[Records shown]:
──────────────────────────────
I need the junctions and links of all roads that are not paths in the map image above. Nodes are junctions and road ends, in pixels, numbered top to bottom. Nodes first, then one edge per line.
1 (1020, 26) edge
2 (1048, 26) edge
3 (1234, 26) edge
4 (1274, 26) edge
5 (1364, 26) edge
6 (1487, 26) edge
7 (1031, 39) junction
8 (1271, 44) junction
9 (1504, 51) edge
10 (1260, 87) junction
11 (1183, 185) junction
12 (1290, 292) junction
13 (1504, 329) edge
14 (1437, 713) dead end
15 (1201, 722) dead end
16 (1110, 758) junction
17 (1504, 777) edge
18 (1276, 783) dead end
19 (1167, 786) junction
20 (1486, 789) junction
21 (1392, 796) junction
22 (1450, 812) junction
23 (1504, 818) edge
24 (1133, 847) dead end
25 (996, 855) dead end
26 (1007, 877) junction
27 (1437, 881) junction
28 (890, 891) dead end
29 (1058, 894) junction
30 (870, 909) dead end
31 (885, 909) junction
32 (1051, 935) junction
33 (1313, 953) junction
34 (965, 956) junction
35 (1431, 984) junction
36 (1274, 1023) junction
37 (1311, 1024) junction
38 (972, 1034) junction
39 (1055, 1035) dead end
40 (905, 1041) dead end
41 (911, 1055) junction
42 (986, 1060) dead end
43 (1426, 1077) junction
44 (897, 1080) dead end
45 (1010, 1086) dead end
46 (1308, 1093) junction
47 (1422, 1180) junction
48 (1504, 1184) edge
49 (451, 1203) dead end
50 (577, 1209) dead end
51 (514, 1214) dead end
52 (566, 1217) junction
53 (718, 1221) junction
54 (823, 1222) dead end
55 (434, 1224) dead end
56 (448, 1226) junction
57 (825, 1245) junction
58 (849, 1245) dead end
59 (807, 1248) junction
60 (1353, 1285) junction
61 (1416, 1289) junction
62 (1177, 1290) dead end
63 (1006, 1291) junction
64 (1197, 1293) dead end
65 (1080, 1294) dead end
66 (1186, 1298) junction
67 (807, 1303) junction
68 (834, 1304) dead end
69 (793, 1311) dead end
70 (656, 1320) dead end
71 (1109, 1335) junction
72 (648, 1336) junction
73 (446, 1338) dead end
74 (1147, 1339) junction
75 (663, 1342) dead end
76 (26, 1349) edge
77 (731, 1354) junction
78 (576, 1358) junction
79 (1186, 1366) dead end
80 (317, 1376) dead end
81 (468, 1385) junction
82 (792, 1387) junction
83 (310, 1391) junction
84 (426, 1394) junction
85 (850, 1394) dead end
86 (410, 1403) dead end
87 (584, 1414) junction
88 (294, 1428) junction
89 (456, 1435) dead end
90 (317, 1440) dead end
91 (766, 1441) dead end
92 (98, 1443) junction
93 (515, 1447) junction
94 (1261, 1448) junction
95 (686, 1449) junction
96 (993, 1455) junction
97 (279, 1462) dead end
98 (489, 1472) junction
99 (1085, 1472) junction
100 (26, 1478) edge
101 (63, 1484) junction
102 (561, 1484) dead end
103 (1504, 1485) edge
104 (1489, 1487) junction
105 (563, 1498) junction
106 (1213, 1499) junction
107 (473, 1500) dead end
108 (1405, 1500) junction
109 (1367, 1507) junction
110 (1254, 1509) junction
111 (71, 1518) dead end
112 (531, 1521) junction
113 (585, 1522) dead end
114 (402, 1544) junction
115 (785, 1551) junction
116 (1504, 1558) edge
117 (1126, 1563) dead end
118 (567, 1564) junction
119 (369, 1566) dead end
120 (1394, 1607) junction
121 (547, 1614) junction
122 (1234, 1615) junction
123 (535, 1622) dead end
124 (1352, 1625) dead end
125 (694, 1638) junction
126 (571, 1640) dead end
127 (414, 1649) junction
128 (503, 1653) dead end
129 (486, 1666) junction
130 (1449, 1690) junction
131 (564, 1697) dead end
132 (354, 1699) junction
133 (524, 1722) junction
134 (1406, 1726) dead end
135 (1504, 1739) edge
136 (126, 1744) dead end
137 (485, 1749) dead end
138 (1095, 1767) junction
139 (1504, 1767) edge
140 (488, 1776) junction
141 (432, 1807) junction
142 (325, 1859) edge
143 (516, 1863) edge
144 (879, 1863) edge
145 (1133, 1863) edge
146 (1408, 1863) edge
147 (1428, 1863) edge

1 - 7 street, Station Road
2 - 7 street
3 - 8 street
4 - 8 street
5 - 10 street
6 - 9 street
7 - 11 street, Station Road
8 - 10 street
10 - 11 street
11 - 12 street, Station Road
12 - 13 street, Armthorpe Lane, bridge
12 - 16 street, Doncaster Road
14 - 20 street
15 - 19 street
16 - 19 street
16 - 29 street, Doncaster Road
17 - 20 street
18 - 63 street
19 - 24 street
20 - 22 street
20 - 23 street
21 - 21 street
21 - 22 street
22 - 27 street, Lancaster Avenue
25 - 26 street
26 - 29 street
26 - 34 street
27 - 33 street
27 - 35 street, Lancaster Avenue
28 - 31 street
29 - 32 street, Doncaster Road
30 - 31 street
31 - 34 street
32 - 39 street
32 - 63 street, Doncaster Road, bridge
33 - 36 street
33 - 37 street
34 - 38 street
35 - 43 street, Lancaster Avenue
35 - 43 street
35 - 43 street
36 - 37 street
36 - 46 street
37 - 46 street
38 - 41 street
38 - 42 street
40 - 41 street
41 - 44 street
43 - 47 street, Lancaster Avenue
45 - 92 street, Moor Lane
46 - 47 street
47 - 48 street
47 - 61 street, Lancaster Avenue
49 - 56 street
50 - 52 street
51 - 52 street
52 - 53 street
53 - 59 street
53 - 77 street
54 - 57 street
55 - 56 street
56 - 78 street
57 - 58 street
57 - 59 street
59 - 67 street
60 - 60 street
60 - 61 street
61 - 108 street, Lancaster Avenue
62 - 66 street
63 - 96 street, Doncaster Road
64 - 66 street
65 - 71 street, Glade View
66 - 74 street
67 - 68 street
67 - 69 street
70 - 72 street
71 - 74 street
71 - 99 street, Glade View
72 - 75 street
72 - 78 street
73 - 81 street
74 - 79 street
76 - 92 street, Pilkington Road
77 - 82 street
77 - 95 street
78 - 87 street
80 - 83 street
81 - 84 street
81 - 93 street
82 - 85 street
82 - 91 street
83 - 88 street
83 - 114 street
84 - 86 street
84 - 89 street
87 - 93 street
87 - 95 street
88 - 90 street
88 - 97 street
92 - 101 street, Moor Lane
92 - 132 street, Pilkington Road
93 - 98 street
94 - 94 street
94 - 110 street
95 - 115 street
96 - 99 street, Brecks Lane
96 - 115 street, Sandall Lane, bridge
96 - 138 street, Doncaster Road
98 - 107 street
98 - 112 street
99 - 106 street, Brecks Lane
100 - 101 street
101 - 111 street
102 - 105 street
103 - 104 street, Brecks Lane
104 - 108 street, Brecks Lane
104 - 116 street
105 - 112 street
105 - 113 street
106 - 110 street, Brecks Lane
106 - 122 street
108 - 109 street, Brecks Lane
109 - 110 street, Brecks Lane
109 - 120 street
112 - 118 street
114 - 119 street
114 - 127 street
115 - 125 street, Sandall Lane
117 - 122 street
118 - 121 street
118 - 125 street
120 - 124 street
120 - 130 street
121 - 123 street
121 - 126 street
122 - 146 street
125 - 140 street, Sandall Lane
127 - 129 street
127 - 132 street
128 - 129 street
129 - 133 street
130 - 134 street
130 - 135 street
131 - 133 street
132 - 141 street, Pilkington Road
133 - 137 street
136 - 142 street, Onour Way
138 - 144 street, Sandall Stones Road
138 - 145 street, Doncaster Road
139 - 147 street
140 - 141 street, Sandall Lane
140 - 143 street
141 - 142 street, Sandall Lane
──────────────────────────────
[Assignment]: Every line above is to be transcribed exactly.

[Your response]:
I need the junctions and links of all roads that are not paths in the map image above. Nodes are junctions and road ends, in pixels, numbered top to bottom. Nodes first, then one edge per line.
1 (1020, 26) edge
2 (1048, 26) edge
3 (1234, 26) edge
4 (1274, 26) edge
5 (1364, 26) edge
6 (1487, 26) edge
7 (1031, 39) junction
8 (1271, 44) junction
9 (1504, 51) edge
10 (1260, 87) junction
11 (1183, 185) junction
12 (1290, 292) junction
13 (1504, 329) edge
14 (1437, 713) dead end
15 (1201, 722) dead end
16 (1110, 758) junction
17 (1504, 777) edge
18 (1276, 783) dead end
19 (1167, 786) junction
20 (1486, 789) junction
21 (1392, 796) junction
22 (1450, 812) junction
23 (1504, 818) edge
24 (1133, 847) dead end
25 (996, 855) dead end
26 (1007, 877) junction
27 (1437, 881) junction
28 (890, 891) dead end
29 (1058, 894) junction
30 (870, 909) dead end
31 (885, 909) junction
32 (1051, 935) junction
33 (1313, 953) junction
34 (965, 956) junction
35 (1431, 984) junction
36 (1274, 1023) junction
37 (1311, 1024) junction
38 (972, 1034) junction
39 (1055, 1035) dead end
40 (905, 1041) dead end
41 (911, 1055) junction
42 (986, 1060) dead end
43 (1426, 1077) junction
44 (897, 1080) dead end
45 (1010, 1086) dead end
46 (1308, 1093) junction
47 (1422, 1180) junction
48 (1504, 1184) edge
49 (451, 1203) dead end
50 (577, 1209) dead end
51 (514, 1214) dead end
52 (566, 1217) junction
53 (718, 1221) junction
54 (823, 1222) dead end
55 (434, 1224) dead end
56 (448, 1226) junction
57 (825, 1245) junction
58 (849, 1245) dead end
59 (807, 1248) junction
60 (1353, 1285) junction
61 (1416, 1289) junction
62 (1177, 1290) dead end
63 (1006, 1291) junction
64 (1197, 1293) dead end
65 (1080, 1294) dead end
66 (1186, 1298) junction
67 (807, 1303) junction
68 (834, 1304) dead end
69 (793, 1311) dead end
70 (656, 1320) dead end
71 (1109, 1335) junction
72 (648, 1336) junction
73 (446, 1338) dead end
74 (1147, 1339) junction
75 (663, 1342) dead end
76 (26, 1349) edge
77 (731, 1354) junction
78 (576, 1358) junction
79 (1186, 1366) dead end
80 (317, 1376) dead end
81 (468, 1385) junction
82 (792, 1387) junction
83 (310, 1391) junction
84 (426, 1394) junction
85 (850, 1394) dead end
86 (410, 1403) dead end
87 (584, 1414) junction
88 (294, 1428) junction
89 (456, 1435) dead end
90 (317, 1440) dead end
91 (766, 1441) dead end
92 (98, 1443) junction
93 (515, 1447) junction
94 (1261, 1448) junction
95 (686, 1449) junction
96 (993, 1455) junction
97 (279, 1462) dead end
98 (489, 1472) junction
99 (1085, 1472) junction
100 (26, 1478) edge
101 (63, 1484) junction
102 (561, 1484) dead end
103 (1504, 1485) edge
104 (1489, 1487) junction
105 (563, 1498) junction
106 (1213, 1499) junction
107 (473, 1500) dead end
108 (1405, 1500) junction
109 (1367, 1507) junction
110 (1254, 1509) junction
111 (71, 1518) dead end
112 (531, 1521) junction
113 (585, 1522) dead end
114 (402, 1544) junction
115 (785, 1551) junction
116 (1504, 1558) edge
117 (1126, 1563) dead end
118 (567, 1564) junction
119 (369, 1566) dead end
120 (1394, 1607) junction
121 (547, 1614) junction
122 (1234, 1615) junction
123 (535, 1622) dead end
124 (1352, 1625) dead end
125 (694, 1638) junction
126 (571, 1640) dead end
127 (414, 1649) junction
128 (503, 1653) dead end
129 (486, 1666) junction
130 (1449, 1690) junction
131 (564, 1697) dead end
132 (354, 1699) junction
133 (524, 1722) junction
134 (1406, 1726) dead end
135 (1504, 1739) edge
136 (126, 1744) dead end
137 (485, 1749) dead end
138 (1095, 1767) junction
139 (1504, 1767) edge
140 (488, 1776) junction
141 (432, 1807) junction
142 (325, 1859) edge
143 (516, 1863) edge
144 (879, 1863) edge
145 (1133, 1863) edge
146 (1408, 1863) edge
147 (1428, 1863) edge

1 - 7 street, Station Road
2 - 7 street
3 - 8 street
4 - 8 street
5 - 10 street
6 - 9 street
7 - 11 street, Station Road
8 - 10 street
10 - 11 street
11 - 12 street, Station Road
12 - 13 street, Armthorpe Lane, bridge
12 - 16 street, Doncaster Road
14 - 20 street
15 - 19 street
16 - 19 street
16 - 29 street, Doncaster Road
17 - 20 street
18 - 63 street
19 - 24 street
20 - 22 street
20 - 23 street
21 - 21 street
21 - 22 street
22 - 27 street, Lancaster Avenue
25 - 26 street
26 - 29 street
26 - 34 street
27 - 33 street
27 - 35 street, Lancaster Avenue
28 - 31 street
29 - 32 street, Doncaster Road
30 - 31 street
31 - 34 street
32 - 39 street
32 - 63 street, Doncaster Road, bridge
33 - 36 street
33 - 37 street
34 - 38 street
35 - 43 street, Lancaster Avenue
35 - 43 street
35 - 43 street
36 - 37 street
36 - 46 street
37 - 46 street
38 - 41 street
38 - 42 street
40 - 41 street
41 - 44 street
43 - 47 street, Lancaster Avenue
45 - 92 street, Moor Lane
46 - 47 street
47 - 48 street
47 - 61 street, Lancaster Avenue
49 - 56 street
50 - 52 street
51 - 52 street
52 - 53 street
53 - 59 street
53 - 77 street
54 - 57 street
55 - 56 street
56 - 78 street
57 - 58 street
57 - 59 street
59 - 67 street
60 - 60 street
60 - 61 street
61 - 108 street, Lancaster Avenue
62 - 66 street
63 - 96 street, Doncaster Road
64 - 66 street
65 - 71 street, Glade View
66 - 74 street
67 - 68 street
67 - 69 street
70 - 72 street
71 - 74 street
71 - 99 street, Glade View
72 - 75 street
72 - 78 street
73 - 81 street
74 - 79 street
76 - 92 street, Pilkington Road
77 - 82 street
77 - 95 street
78 - 87 street
80 - 83 street
81 - 84 street
81 - 93 street
82 - 85 street
82 - 91 street
83 - 88 street
83 - 114 street
84 - 86 street
84 - 89 street
87 - 93 street
87 - 95 street
88 - 90 street
88 - 97 street
92 - 101 street, Moor Lane
92 - 132 street, Pilkington Road
93 - 98 street
94 - 94 street
94 - 110 street
95 - 115 street
96 - 99 street, Brecks Lane
96 - 115 street, Sandall Lane, bridge
96 - 138 street, Doncaster Road
98 - 107 street
98 - 112 street
99 - 106 street, Brecks Lane
100 - 101 street
101 - 111 street
102 - 105 street
103 - 104 street, Brecks Lane
104 - 108 street, Brecks Lane
104 - 116 street
105 - 112 street
105 - 113 street
106 - 110 street, Brecks Lane
106 - 122 street
108 - 109 street, Brecks Lane
109 - 110 street, Brecks Lane
109 - 120 street
112 - 118 street
114 - 119 street
114 - 127 street
115 - 125 street, Sandall Lane
117 - 122 street
118 - 121 street
118 - 125 street
120 - 124 street
120 - 130 street
121 - 123 street
121 - 126 street
122 - 146 street
125 - 140 street, Sandall Lane
127 - 129 street
127 - 132 street
128 - 129 street
129 - 133 street
130 - 134 street
130 - 135 street
131 - 133 street
132 - 141 street, Pilkington Road
133 - 137 street
136 - 142 street, Onour Way
138 - 144 street, Sandall Stones Road
138 - 145 street, Doncaster Road
139 - 147 street
140 - 141 street, Sandall Lane
140 - 143 street
141 - 142 street, Sandall Lane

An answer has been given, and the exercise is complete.